Rechtliche Aspekte der Bearsmail Lesebestätigung

Warum Lesebestätigungen rechtlich relevant sind

Im geschäftlichen und privaten Alltag kommt es häufig darauf an, den Zugang einer E-Mail nachweisen zu können – etwa bei Kündigungen, Fristsetzungen oder wichtigen Vertragsinformationen. Rechtlich entscheidend ist nicht, ob eine Nachricht „gelesen“ wurde, sondern ob sie dem Empfänger zugegangen ist (rechtlich: Zugang einer Willenserklärung).

Bearsmail wurde entwickelt, um diesen Zugang technisch nachvollziehbar zu dokumentieren und Absender bei der Beweisführung zu unterstützen.

Zugang elektronischer Willenserklärungen

Willenserklärungen, die an einen Empfänger gerichtet sind, der im Rechtsverkehr mit einer E-Mail-Adresse auftritt, gelten als zugegangen, sobald sie im elektronischen Postfach des vom Empfänger genutzten E-Mail-Providers abrufbar sind. Erfolgt der Zugang außerhalb der üblichen Geschäftszeiten, gilt die Erklärung am nächsten Werktag als zugegangen.

Der Absender trägt grundsätzlich die Beweislast für den Zugang der Erklärung.

Im Rahmen des Bearsmail-Services wird zusätzlich dokumentiert, ob und wann eine E-Mail vom Empfänger geöffnet wurde. Eine vom Empfänger geöffnete Erklärung gilt als zugegangen, auch wenn der Abruf außerhalb der üblichen Geschäftszeiten erfolgt.

Hinweis: Maßgeblich ist stets die rechtliche Bewertung des Einzelfalls.

Technische Dokumentation durch Bearsmail

Der Bearsmail-Service dokumentiert den Versand von Nachrichten sowie – sofern durch den Empfänger ausgelöst – den Zeitpunkt der Öffnung. Zusätzlich können Inhalte und Anlagen der versendeten Nachricht in den Sendungs- und Lesebestätigungen nachvollziehbar dokumentiert werden. Diese Informationen werden dem Absender in Form von Sendungs- und Lesebestätigungen zur Verfügung gestellt.

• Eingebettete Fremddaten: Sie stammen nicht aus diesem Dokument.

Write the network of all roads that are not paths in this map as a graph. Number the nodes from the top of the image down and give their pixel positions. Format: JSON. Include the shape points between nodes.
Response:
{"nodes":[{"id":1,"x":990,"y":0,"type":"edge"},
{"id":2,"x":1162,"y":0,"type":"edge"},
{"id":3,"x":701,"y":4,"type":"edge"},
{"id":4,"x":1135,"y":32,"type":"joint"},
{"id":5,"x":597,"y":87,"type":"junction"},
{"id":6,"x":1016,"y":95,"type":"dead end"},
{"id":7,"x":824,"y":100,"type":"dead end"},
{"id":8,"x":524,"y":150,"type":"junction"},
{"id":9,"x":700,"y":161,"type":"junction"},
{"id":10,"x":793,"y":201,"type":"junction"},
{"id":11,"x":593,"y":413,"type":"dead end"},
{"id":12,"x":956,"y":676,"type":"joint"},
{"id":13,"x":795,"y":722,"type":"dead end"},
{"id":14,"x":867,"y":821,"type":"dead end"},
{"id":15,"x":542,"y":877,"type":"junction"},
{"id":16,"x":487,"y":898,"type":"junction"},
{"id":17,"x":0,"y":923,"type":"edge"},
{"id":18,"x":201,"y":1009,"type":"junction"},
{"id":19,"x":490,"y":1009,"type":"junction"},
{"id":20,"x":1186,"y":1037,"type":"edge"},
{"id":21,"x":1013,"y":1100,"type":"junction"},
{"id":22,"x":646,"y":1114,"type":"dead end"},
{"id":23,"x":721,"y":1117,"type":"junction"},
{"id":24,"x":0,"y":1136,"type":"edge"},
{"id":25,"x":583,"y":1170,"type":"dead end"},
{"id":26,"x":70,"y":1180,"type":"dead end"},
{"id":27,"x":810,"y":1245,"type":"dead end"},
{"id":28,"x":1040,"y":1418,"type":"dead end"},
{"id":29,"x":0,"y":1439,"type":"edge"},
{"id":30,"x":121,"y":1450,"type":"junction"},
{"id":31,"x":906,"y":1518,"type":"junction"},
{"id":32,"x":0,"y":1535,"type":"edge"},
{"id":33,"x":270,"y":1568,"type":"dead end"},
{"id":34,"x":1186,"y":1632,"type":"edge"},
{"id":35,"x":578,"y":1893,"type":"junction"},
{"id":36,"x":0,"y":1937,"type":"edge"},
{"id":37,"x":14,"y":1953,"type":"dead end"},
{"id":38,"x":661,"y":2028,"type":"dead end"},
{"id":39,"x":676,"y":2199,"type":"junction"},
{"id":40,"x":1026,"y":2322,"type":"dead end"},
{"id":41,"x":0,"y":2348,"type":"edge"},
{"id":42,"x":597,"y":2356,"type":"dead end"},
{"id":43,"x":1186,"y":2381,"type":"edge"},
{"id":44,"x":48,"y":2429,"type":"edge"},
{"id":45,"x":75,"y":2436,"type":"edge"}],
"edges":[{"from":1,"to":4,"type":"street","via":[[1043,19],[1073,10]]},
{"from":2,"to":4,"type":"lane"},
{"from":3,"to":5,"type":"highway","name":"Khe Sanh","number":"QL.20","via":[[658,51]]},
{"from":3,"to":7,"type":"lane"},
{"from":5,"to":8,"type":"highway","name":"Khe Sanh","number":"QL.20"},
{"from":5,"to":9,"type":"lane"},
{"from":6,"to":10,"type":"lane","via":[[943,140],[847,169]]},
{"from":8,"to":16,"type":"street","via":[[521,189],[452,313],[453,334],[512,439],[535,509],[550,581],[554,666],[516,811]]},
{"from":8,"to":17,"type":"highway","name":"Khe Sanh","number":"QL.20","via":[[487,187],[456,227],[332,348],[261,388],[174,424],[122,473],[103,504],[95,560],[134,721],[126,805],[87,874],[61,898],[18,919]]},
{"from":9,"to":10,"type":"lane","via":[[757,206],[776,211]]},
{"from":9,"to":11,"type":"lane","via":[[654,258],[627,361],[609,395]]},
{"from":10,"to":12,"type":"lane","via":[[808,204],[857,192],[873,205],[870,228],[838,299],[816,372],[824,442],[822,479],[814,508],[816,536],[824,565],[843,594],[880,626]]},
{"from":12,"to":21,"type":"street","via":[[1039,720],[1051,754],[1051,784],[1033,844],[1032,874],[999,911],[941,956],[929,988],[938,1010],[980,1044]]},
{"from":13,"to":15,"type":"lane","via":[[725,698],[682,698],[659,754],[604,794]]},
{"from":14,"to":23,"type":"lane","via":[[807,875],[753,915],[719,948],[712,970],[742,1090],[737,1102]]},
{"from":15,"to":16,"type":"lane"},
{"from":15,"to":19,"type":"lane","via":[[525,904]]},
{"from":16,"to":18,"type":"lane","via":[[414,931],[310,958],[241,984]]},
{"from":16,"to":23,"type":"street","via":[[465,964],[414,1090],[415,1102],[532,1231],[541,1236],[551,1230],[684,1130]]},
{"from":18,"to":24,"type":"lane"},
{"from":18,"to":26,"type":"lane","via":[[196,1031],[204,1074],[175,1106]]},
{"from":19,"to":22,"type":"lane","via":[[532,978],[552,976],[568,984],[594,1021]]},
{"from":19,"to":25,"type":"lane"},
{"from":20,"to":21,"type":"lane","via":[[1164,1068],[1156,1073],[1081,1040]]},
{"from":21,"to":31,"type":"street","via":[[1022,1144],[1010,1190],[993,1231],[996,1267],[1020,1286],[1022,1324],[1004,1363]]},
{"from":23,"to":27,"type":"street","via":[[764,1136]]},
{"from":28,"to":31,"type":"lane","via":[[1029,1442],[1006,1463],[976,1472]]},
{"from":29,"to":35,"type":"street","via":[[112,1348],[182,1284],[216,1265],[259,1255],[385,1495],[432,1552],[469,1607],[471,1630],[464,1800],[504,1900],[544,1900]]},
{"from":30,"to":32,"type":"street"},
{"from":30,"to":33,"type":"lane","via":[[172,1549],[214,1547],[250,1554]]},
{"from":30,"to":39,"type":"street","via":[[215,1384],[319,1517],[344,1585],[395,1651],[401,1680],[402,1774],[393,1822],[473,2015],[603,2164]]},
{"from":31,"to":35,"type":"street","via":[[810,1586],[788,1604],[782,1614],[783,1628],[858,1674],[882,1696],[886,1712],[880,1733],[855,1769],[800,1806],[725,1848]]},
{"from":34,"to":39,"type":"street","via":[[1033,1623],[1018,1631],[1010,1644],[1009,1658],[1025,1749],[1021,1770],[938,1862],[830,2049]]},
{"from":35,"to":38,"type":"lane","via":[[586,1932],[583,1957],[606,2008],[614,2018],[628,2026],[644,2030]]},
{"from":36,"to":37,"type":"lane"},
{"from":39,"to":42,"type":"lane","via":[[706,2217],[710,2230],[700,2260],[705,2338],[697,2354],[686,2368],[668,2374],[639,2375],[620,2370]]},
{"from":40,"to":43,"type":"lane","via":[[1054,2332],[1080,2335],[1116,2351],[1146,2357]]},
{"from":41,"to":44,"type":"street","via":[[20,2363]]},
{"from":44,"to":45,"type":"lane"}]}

Die über Bearsmail erzeugten Bestätigungen dienen der technischen Nachvollziehbarkeit von Versand- und Abrufvorgängen und können im Rahmen einer rechtlichen Auseinandersetzung als Indizien berücksichtigt werden. Die rechtliche Bewertung und Würdigung der Beweiskraft erfolgt stets durch die zuständigen Gerichte im Einzelfall.